> [EXERCISE PROMPT]
Reply with one number: the count of lines in the records below that hold "dead".

────────────────

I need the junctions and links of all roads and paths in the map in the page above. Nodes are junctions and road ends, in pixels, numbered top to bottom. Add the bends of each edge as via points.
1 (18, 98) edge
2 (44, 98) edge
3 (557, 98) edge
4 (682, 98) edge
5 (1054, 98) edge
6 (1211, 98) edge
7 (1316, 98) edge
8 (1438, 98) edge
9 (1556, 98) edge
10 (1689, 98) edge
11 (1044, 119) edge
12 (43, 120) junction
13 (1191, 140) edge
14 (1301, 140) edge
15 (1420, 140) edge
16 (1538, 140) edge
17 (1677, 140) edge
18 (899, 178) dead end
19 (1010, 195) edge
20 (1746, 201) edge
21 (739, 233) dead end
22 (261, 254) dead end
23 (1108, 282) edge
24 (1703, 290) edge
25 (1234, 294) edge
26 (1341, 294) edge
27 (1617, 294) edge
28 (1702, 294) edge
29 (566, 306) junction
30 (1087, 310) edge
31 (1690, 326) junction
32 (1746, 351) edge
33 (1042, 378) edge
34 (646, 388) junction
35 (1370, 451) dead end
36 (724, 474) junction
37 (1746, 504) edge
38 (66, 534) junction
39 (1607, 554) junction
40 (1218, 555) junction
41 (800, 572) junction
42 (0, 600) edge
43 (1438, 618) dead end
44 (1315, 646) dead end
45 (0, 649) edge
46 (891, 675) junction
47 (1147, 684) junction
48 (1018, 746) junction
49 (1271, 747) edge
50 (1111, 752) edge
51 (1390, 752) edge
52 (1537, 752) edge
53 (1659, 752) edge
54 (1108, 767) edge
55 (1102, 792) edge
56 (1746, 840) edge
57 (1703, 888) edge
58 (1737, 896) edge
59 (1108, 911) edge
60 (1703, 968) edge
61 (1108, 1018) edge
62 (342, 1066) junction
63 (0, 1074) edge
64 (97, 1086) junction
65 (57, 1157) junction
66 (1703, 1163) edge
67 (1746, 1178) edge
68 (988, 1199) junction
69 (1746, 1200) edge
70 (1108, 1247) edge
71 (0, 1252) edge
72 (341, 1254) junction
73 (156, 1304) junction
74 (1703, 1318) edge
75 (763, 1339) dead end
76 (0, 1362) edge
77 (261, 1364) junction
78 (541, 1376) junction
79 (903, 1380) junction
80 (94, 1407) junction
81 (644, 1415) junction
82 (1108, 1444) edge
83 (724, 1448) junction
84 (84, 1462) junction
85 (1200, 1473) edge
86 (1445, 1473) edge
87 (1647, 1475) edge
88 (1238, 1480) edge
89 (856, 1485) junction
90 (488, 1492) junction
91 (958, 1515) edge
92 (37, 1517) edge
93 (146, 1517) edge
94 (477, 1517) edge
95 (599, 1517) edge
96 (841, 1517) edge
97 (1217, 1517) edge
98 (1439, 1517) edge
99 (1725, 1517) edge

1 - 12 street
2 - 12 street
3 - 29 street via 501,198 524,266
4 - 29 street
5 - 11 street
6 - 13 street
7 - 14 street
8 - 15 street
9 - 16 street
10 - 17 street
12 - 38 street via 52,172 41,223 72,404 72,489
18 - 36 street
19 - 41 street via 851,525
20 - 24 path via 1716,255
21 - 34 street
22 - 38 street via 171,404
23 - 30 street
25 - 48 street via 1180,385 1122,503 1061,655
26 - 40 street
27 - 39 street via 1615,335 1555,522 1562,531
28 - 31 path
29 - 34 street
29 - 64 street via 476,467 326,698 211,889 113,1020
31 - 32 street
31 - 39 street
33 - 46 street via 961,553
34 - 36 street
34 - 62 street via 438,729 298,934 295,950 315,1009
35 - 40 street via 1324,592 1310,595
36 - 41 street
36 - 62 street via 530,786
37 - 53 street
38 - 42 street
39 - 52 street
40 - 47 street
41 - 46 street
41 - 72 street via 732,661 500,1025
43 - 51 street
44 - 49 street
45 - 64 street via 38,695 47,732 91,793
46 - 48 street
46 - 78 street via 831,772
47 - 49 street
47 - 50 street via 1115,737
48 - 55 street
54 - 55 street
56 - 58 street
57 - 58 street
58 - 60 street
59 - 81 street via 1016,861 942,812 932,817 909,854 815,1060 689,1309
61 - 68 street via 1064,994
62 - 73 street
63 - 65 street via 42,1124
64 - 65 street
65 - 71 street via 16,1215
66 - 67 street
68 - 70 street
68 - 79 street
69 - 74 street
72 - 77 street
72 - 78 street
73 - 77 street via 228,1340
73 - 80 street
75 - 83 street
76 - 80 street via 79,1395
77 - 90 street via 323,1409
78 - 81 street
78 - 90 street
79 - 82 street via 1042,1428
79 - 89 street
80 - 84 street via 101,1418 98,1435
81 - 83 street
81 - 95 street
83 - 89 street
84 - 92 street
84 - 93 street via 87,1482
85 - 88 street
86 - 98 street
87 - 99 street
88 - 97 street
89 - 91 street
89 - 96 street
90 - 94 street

────────────────

> [WRITTEN SOLUTION]
7